Exercise material:
•••••

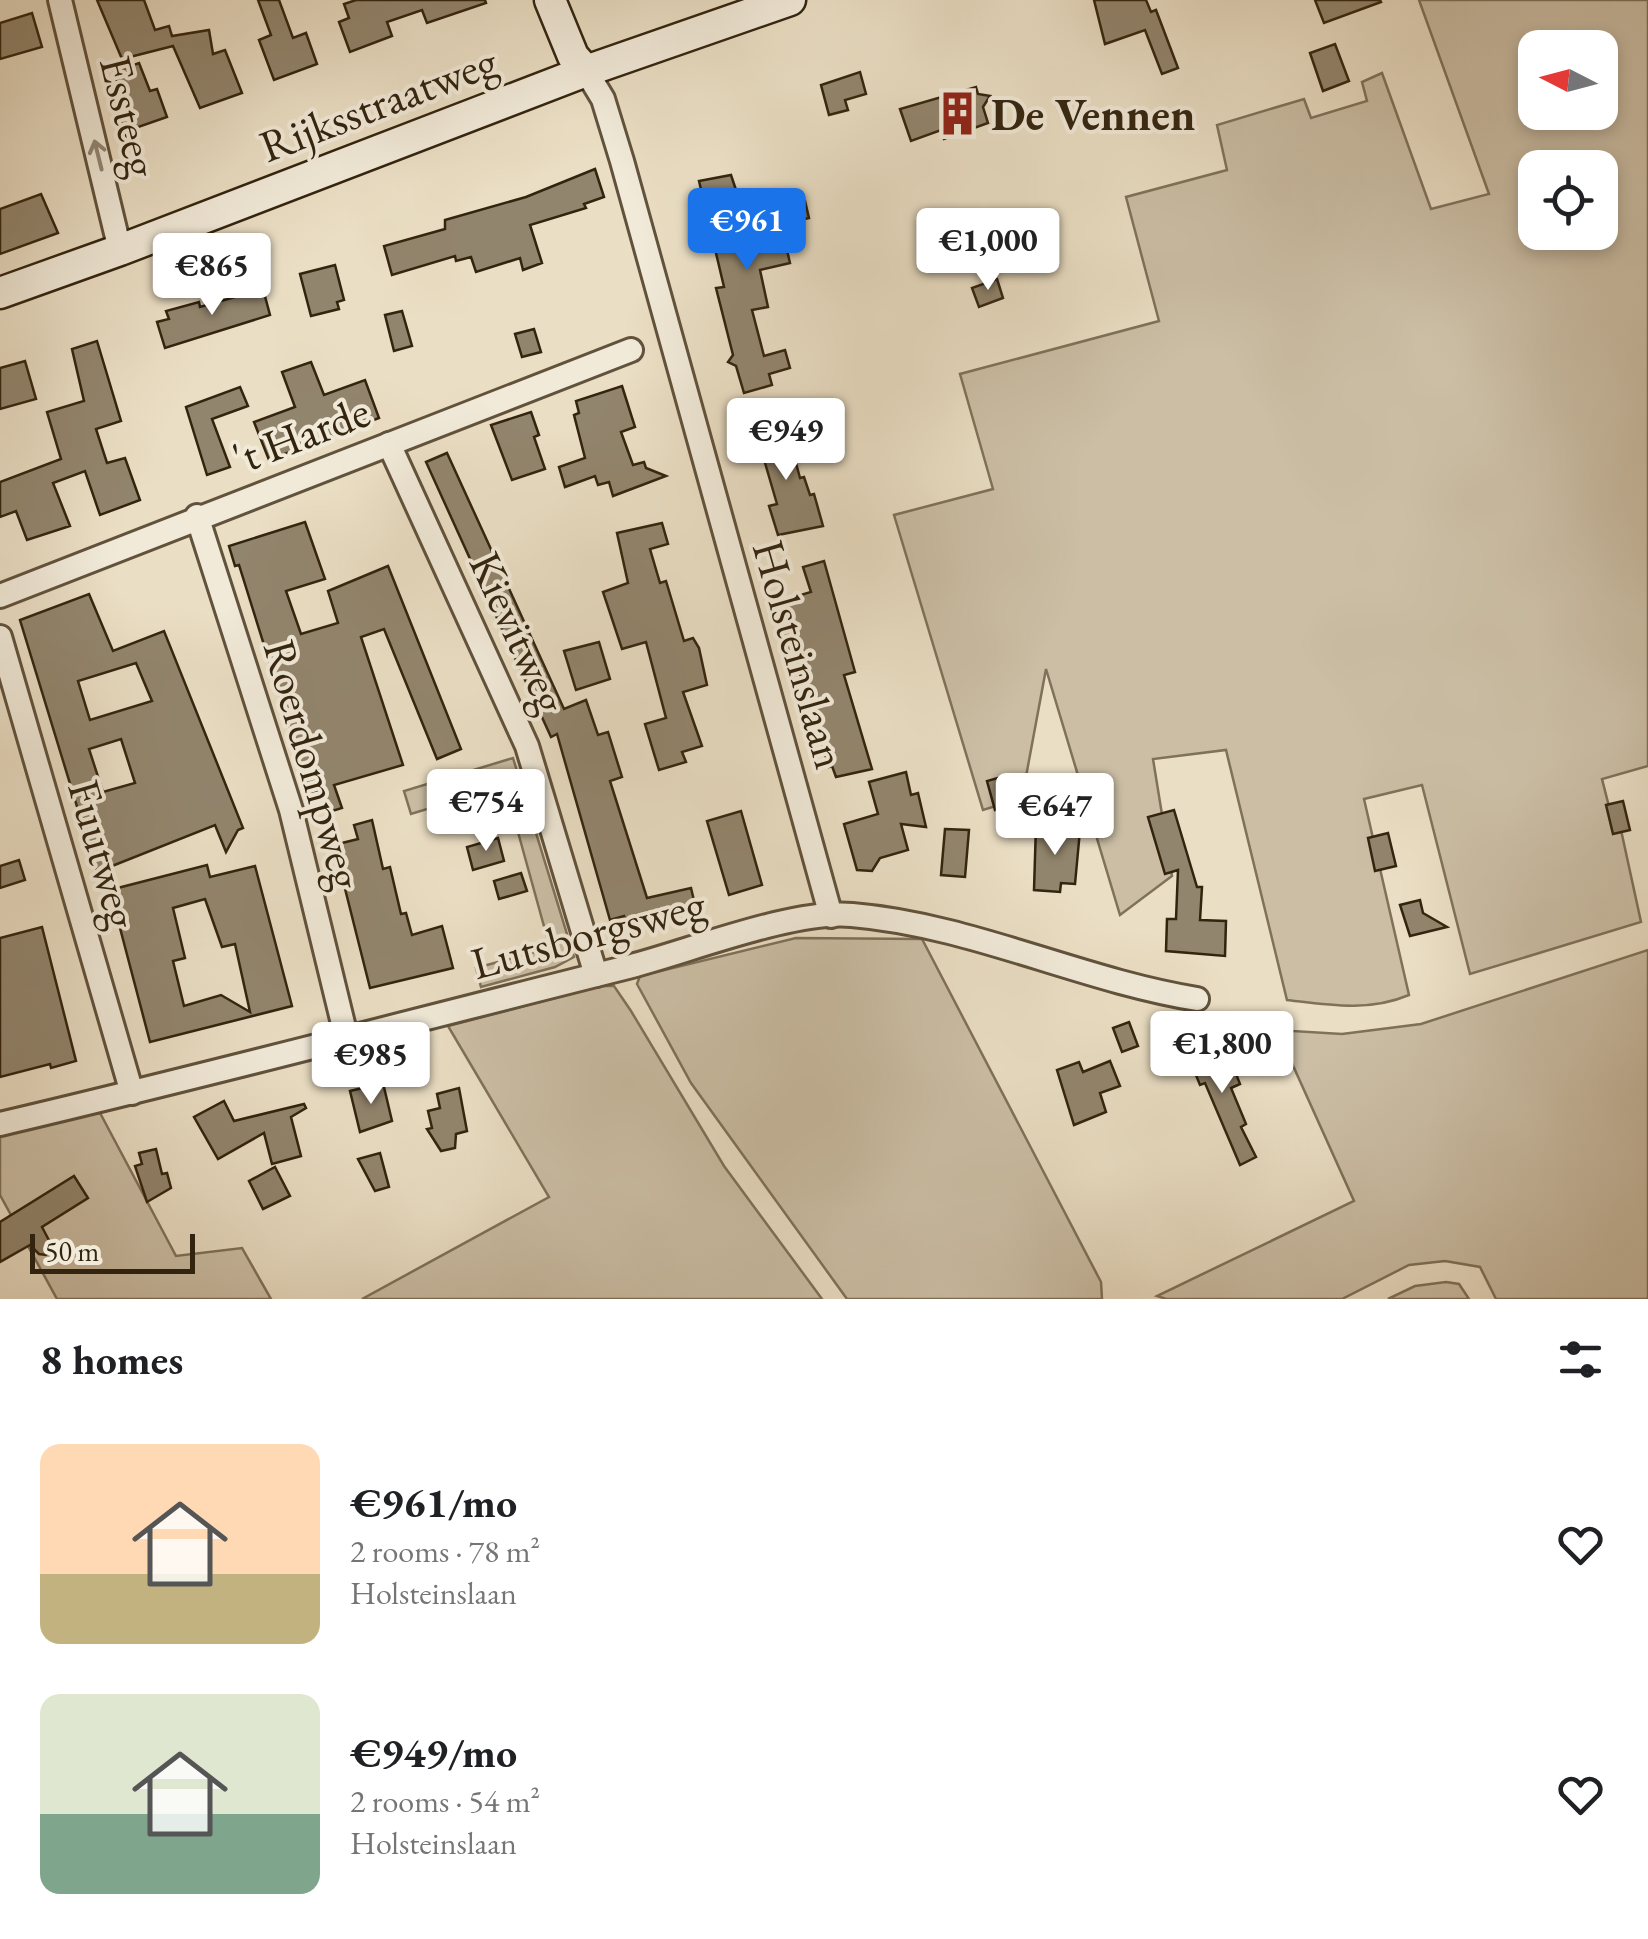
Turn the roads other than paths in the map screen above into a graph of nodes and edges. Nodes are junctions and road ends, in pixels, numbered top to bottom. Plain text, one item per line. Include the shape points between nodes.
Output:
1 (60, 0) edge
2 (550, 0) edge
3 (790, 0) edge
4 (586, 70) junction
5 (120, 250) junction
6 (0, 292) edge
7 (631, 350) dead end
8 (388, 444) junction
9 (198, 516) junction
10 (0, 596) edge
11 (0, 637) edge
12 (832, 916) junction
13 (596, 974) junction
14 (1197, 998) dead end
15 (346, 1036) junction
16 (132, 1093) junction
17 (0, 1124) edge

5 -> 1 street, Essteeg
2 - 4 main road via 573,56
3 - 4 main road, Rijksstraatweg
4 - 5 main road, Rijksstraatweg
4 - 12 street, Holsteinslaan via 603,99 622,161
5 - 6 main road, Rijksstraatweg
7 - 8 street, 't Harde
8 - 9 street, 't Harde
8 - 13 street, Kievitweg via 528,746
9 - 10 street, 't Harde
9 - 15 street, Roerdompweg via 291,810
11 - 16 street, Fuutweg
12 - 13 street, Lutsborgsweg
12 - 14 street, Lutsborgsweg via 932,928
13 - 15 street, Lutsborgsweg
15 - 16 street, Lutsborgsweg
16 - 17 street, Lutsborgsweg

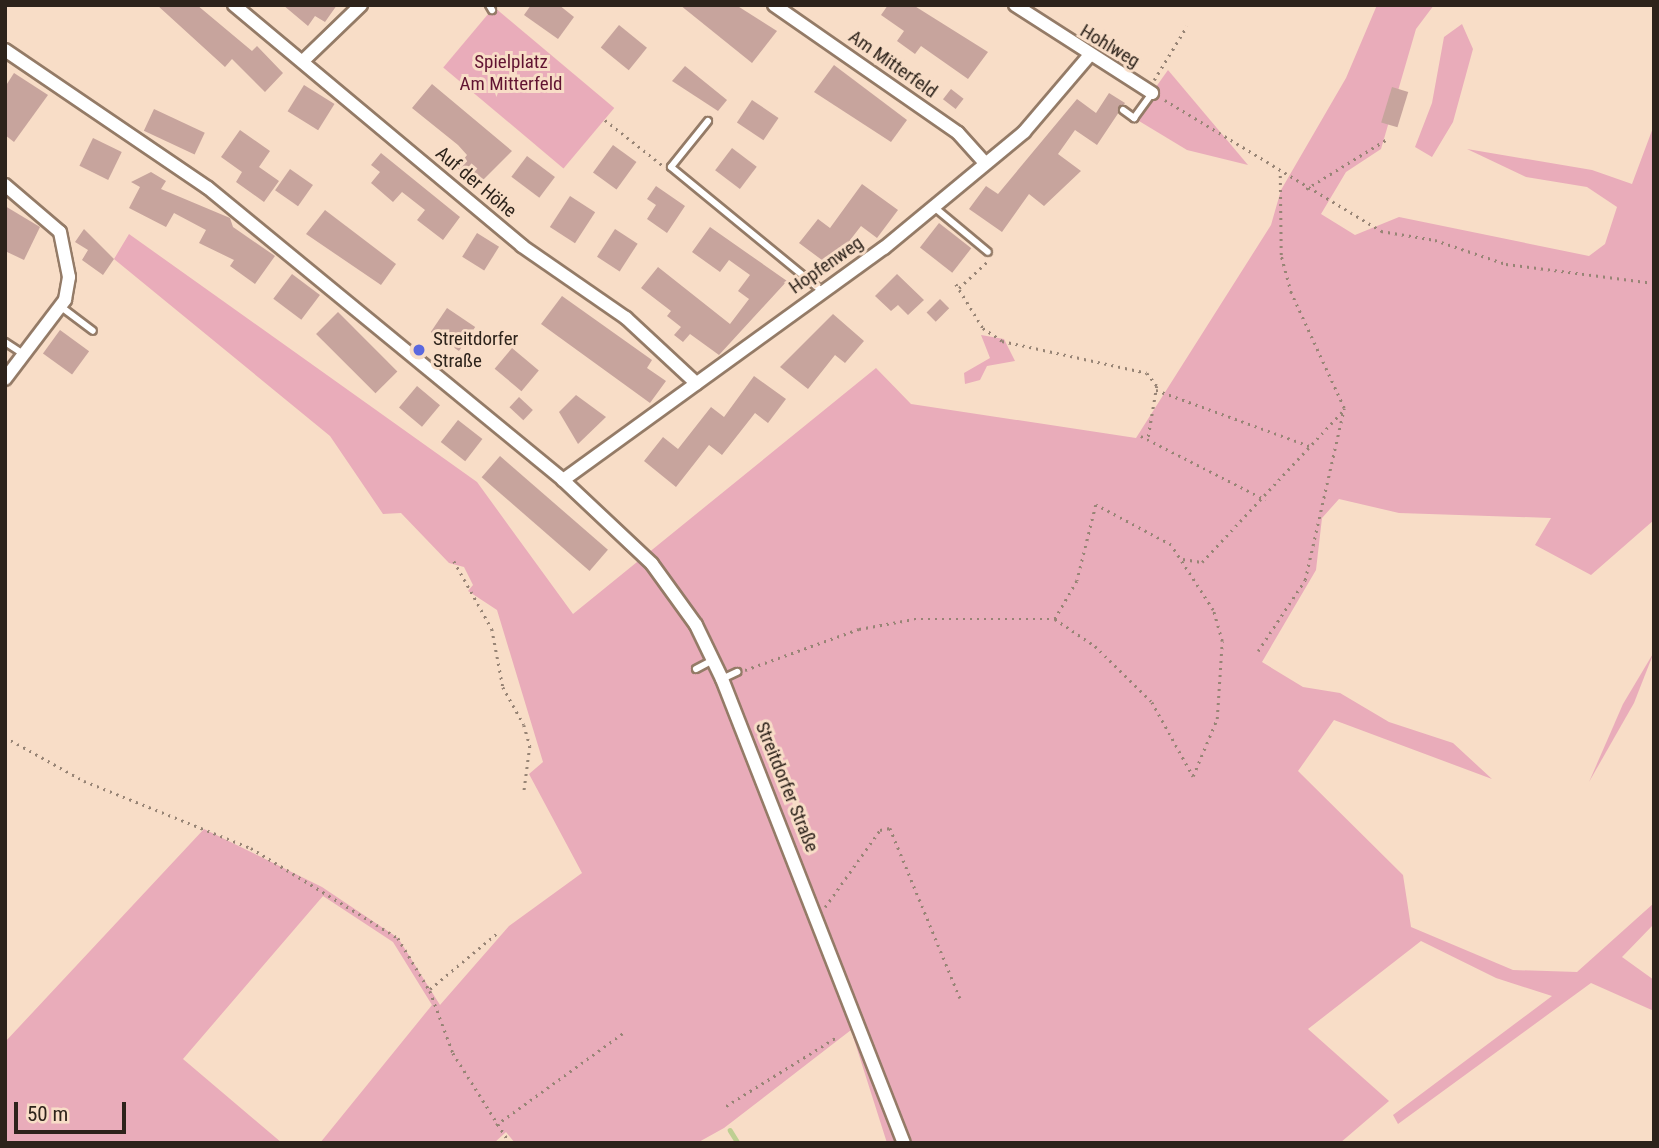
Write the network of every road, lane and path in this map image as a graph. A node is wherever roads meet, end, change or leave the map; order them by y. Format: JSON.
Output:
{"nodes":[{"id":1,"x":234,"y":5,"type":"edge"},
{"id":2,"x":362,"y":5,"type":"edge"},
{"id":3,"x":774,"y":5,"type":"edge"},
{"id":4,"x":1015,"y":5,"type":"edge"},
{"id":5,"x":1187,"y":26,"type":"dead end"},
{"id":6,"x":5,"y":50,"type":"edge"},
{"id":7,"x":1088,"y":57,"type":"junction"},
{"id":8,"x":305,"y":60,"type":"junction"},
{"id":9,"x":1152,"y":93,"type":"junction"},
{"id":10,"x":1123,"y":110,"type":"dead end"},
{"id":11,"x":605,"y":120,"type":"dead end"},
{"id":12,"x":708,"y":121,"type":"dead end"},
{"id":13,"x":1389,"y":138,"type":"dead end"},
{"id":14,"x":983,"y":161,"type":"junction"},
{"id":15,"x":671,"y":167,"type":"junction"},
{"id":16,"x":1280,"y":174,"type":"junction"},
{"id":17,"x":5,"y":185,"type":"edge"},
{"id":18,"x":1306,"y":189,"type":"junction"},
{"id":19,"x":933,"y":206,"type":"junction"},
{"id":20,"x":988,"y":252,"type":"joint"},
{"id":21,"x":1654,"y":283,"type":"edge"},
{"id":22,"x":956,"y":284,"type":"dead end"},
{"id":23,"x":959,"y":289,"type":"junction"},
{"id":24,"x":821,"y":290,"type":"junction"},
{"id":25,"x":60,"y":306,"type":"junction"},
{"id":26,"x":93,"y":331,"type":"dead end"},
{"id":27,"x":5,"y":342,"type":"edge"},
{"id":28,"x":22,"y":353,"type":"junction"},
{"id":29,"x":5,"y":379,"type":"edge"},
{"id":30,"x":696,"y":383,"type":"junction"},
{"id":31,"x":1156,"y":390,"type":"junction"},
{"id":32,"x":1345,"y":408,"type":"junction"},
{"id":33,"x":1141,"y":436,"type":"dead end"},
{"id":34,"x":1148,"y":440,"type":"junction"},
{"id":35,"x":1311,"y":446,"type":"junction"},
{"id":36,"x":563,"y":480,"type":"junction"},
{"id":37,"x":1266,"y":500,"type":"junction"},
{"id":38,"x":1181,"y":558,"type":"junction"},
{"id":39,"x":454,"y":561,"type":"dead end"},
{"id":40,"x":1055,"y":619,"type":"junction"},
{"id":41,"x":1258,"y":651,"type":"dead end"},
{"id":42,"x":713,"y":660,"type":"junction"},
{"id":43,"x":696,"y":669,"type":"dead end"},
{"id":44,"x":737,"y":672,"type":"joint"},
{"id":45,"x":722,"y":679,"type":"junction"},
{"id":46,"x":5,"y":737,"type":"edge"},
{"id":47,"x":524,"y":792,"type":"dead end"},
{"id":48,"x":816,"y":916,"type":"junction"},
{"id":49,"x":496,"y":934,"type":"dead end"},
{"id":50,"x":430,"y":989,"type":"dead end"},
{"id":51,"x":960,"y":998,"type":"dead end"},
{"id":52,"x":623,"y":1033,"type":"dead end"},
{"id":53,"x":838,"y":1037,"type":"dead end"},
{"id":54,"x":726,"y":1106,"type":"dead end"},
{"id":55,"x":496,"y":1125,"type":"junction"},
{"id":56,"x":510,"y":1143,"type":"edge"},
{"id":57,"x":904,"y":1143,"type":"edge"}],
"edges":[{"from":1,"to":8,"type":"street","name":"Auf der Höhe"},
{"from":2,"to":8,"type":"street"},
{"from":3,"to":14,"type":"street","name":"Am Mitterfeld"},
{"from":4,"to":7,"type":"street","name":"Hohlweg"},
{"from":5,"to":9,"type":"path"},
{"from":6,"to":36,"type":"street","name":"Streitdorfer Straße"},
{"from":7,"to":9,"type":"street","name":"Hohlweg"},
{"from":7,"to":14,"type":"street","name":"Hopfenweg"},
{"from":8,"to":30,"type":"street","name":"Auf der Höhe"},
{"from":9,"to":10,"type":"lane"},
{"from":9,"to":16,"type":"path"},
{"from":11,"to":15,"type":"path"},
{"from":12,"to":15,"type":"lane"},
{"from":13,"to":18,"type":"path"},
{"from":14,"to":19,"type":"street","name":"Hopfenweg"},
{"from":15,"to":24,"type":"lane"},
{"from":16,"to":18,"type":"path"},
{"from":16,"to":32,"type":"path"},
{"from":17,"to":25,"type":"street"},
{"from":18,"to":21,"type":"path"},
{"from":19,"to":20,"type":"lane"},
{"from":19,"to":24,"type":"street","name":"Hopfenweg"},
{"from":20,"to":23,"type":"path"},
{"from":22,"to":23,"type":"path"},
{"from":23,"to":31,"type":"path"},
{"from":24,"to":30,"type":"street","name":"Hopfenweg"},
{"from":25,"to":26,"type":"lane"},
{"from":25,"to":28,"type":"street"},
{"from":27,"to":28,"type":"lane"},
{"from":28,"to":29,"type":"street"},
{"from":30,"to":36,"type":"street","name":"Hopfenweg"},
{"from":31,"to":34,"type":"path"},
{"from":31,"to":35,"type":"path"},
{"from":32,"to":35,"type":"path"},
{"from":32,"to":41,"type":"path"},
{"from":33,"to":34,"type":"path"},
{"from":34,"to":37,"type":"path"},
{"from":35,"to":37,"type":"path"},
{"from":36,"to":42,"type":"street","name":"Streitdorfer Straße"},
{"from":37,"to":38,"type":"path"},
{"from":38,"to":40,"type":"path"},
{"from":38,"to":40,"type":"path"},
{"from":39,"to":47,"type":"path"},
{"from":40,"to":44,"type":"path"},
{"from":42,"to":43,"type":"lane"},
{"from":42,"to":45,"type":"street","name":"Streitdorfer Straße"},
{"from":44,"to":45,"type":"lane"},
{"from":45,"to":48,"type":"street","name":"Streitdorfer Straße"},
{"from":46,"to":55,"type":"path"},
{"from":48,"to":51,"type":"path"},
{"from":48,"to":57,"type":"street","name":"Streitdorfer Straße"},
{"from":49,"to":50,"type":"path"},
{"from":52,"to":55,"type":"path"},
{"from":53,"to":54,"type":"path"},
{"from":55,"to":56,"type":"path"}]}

•••••

What you need to do: Search the data above for the word "Harde". Copy each line it is in.

Response below:
7 - 8 street, 't Harde
8 - 9 street, 't Harde
9 - 10 street, 't Harde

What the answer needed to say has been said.